Will he discover a force that loves him unconditionally.
Someone who will build him up when the chips are down?
Then a presence appeared that weighed him down and felt like a hand touched from behind on his shoulder. He was perplexed and confused by this presence and how peaceful he felt. For a minute he wanted to turn around and face the presence but the fact that in his darkest moment in the middle of the night in the wilderness where no one knew where he was this presence knew where he was, eased his darkness, silenced his cries, and touched him truly gave him a feeling that he didn’t need to know the answers. Some things don’t need explaining or answers.

Driven

Driving for what?
In the dark.
Driving for a solution
for an answer
Driving to nowhere to fill the nothingness of loneliness
If I could drive to the ends of the earth I would.
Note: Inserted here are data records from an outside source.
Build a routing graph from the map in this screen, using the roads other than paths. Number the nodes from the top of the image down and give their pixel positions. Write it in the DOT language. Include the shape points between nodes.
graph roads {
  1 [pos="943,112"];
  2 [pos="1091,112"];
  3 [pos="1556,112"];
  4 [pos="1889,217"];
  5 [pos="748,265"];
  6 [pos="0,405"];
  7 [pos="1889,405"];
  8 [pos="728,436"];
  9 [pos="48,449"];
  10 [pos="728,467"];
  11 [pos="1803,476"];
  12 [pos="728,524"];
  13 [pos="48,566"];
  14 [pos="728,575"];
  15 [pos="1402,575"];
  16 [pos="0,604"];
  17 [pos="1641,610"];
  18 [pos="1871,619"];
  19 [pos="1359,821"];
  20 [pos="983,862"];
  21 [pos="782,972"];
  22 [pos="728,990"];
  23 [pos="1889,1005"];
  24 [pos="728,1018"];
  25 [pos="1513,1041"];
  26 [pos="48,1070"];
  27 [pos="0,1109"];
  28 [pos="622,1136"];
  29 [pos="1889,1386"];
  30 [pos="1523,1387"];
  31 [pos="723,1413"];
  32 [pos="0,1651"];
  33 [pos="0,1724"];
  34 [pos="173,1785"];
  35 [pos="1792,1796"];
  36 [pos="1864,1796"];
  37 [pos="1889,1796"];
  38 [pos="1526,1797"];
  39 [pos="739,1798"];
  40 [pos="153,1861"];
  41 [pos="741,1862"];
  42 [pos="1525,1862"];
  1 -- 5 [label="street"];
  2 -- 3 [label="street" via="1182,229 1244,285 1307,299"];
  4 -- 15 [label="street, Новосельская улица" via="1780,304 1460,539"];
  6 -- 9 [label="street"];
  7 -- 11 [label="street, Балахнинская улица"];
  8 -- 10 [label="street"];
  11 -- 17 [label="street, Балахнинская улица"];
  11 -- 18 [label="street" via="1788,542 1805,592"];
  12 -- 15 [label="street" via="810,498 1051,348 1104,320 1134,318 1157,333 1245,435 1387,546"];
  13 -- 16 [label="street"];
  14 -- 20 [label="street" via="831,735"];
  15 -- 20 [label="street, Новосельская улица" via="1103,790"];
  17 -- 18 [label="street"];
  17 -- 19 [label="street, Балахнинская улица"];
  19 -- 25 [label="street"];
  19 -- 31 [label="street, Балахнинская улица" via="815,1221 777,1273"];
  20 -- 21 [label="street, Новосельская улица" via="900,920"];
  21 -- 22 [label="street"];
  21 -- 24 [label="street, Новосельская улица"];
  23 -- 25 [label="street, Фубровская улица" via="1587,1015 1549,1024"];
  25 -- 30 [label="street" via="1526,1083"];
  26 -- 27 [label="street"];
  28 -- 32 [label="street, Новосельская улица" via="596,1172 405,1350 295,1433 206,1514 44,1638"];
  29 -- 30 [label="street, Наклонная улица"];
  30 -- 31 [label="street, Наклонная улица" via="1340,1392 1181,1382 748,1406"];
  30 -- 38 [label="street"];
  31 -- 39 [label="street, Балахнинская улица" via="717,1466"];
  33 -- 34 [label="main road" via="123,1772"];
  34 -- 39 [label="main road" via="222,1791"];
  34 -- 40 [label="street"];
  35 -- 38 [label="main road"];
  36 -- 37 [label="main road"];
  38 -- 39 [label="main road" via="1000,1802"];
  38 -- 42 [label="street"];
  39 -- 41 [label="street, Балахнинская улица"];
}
Driving til there’s no more road
Driving just stay in my mode
No people.
No distractions.
Like I’m in space

The only thing I see is the open road
That awaits me.
Everything and everyone that hates me is behind me.
God is the only one who could find me.
Death is the only thing that could stop me.

I’m driving til there’s no more road
Driving just to stay in my mode
No people.
No distractions.
Like I’m in space.

I’m driven to find my destination
Driven to know the answers
Although there’s nothing there
I still keep searching
Til I tear.

Unsteady Ecstasy

There’s an unsteadiness in my soul
My stomach in knots
My eyes star crossed, punch drunk in love with warmth of the night
I feel like my body is about to take flight
While the grime of the city is behind me, the fight is in my guts
I’m happy and I don’t know why
My gut is telling me to run
But my soul is telling me soak and bathe in the blue light of ecstasy
Be happy while you can it says
These feelings are pretty transient
You never know when things can flip
It’s as unsure as a boat
an unsteady one
The one’s that are in rough seas
And you don’t know whether they’ll tip over and drown or smoothly sail
Across the seas and take you home

Hiding

Just hiding from the rain
Trying to find a distant place
To live again
Going through my imagination
Like they were polaroids
To make things seem more sane
Hiding seems to be the best escape
When I can’t latch onto a feeling
When things slips through my fingers like sand
It all gets too serious
And i back away unattached to the moment
Turning away, having a shoulder so cold it cuts the wind
It cuts you leaving you to pick up the pieces.